▸ Records for this task
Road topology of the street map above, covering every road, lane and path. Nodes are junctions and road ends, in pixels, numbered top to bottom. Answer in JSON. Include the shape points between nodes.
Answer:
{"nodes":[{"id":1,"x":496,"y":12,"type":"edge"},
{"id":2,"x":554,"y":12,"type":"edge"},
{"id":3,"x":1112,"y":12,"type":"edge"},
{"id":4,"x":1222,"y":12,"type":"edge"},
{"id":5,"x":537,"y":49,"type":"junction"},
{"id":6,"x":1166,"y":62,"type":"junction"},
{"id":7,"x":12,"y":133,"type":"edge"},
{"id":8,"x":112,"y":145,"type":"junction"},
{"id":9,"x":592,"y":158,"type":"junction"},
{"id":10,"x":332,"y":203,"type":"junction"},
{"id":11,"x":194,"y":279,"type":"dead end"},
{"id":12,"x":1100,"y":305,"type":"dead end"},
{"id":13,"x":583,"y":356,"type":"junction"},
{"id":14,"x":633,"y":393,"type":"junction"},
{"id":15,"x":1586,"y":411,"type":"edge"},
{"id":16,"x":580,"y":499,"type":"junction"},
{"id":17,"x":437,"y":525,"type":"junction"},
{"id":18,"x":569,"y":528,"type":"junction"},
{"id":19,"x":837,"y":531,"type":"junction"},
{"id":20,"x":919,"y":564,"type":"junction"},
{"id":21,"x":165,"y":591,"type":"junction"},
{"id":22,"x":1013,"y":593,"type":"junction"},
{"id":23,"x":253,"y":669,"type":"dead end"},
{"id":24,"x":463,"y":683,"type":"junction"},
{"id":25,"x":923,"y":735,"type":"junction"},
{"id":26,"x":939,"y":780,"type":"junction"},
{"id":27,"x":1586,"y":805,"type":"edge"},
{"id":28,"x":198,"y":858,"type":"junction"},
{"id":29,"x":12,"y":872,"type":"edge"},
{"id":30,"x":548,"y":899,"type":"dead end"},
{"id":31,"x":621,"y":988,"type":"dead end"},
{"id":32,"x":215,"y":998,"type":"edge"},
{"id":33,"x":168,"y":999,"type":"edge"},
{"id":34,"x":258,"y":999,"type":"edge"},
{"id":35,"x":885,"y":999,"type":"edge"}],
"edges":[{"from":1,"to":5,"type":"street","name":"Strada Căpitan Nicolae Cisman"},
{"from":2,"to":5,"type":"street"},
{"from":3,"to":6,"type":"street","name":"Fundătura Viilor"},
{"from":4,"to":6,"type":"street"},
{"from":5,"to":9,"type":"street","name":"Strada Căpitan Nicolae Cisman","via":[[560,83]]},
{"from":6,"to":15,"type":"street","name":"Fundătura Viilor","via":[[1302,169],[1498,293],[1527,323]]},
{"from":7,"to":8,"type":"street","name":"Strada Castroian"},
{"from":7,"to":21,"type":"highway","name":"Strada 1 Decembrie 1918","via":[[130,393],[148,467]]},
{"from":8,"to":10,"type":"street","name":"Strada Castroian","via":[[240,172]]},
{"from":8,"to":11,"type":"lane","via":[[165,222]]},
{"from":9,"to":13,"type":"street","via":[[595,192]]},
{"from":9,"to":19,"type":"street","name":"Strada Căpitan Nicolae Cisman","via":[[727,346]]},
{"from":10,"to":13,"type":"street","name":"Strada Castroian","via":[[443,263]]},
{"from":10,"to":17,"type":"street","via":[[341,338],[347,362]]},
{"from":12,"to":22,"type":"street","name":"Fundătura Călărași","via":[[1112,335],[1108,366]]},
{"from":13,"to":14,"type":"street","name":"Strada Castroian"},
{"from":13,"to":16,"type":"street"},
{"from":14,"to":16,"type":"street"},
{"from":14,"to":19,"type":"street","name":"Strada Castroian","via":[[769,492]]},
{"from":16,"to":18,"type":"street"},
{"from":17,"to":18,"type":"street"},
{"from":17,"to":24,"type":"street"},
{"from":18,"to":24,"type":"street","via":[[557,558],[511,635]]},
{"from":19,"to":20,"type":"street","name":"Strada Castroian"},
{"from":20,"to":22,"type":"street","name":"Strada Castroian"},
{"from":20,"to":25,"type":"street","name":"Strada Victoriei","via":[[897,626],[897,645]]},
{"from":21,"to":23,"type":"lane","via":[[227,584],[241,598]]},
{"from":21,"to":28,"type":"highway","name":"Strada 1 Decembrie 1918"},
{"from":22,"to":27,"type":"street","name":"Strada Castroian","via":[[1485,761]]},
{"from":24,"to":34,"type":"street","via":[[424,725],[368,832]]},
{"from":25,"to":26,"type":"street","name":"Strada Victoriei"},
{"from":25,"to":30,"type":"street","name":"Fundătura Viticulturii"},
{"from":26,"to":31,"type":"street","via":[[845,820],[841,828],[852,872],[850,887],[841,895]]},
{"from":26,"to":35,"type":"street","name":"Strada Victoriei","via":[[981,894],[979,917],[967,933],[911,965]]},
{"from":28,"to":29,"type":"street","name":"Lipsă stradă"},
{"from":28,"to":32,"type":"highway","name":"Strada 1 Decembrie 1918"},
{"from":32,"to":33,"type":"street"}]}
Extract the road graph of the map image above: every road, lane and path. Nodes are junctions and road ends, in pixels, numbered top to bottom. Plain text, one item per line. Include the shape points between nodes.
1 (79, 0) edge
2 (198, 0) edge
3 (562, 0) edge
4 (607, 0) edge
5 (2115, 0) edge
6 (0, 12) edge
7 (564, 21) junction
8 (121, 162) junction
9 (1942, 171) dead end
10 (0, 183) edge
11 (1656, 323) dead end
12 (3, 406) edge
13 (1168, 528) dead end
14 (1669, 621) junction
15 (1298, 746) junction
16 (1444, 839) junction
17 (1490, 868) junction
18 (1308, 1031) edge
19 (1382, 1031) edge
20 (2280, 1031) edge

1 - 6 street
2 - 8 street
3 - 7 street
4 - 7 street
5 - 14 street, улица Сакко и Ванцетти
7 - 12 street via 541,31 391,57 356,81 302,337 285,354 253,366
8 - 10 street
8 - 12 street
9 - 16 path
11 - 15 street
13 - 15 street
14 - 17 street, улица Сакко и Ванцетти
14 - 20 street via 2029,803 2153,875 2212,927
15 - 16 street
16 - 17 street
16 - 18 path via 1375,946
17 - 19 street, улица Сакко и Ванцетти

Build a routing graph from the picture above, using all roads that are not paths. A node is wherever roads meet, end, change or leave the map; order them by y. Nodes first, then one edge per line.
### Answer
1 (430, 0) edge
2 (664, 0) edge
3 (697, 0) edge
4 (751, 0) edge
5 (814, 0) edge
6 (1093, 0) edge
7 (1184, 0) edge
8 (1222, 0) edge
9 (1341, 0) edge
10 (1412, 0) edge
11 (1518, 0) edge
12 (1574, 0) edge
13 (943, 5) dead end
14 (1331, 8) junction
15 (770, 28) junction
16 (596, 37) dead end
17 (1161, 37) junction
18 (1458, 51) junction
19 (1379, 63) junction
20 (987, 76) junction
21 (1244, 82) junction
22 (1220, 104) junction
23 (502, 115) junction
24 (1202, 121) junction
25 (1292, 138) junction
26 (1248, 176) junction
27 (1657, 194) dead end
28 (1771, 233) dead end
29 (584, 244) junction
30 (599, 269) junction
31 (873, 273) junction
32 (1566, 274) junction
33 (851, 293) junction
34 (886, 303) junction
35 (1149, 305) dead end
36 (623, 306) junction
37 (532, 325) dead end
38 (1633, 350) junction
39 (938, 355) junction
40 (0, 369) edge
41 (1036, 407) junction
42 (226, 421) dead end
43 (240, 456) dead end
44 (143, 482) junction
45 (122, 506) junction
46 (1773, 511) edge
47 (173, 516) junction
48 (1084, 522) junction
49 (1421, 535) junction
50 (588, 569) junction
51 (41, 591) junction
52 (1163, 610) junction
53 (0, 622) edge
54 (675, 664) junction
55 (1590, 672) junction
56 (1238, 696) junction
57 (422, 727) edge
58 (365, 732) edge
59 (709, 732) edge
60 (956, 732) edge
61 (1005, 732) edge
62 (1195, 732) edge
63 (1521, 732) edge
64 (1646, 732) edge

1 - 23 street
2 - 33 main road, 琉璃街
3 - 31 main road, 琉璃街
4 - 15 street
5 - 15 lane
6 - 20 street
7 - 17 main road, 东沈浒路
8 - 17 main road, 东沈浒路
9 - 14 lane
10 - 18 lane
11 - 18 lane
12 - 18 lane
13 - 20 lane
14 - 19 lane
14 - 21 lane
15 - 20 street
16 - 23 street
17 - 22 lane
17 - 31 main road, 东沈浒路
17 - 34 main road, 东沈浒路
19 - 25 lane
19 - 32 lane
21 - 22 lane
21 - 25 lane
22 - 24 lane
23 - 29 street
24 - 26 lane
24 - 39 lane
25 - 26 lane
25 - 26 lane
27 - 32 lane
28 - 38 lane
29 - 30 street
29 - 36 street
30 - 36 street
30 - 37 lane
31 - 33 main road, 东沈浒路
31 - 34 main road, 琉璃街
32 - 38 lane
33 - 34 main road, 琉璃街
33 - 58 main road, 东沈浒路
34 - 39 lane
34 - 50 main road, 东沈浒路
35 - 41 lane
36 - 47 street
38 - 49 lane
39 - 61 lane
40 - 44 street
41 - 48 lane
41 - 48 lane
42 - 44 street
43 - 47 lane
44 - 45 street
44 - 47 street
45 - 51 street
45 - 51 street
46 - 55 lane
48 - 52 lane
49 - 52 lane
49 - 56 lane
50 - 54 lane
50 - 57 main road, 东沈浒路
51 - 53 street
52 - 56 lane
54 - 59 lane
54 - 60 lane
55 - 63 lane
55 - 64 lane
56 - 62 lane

▸ Exercise requirements
Before answering, check every line of the records for the string "Căpitan", then state how many lines have it, with the number only.

▸ Task response
3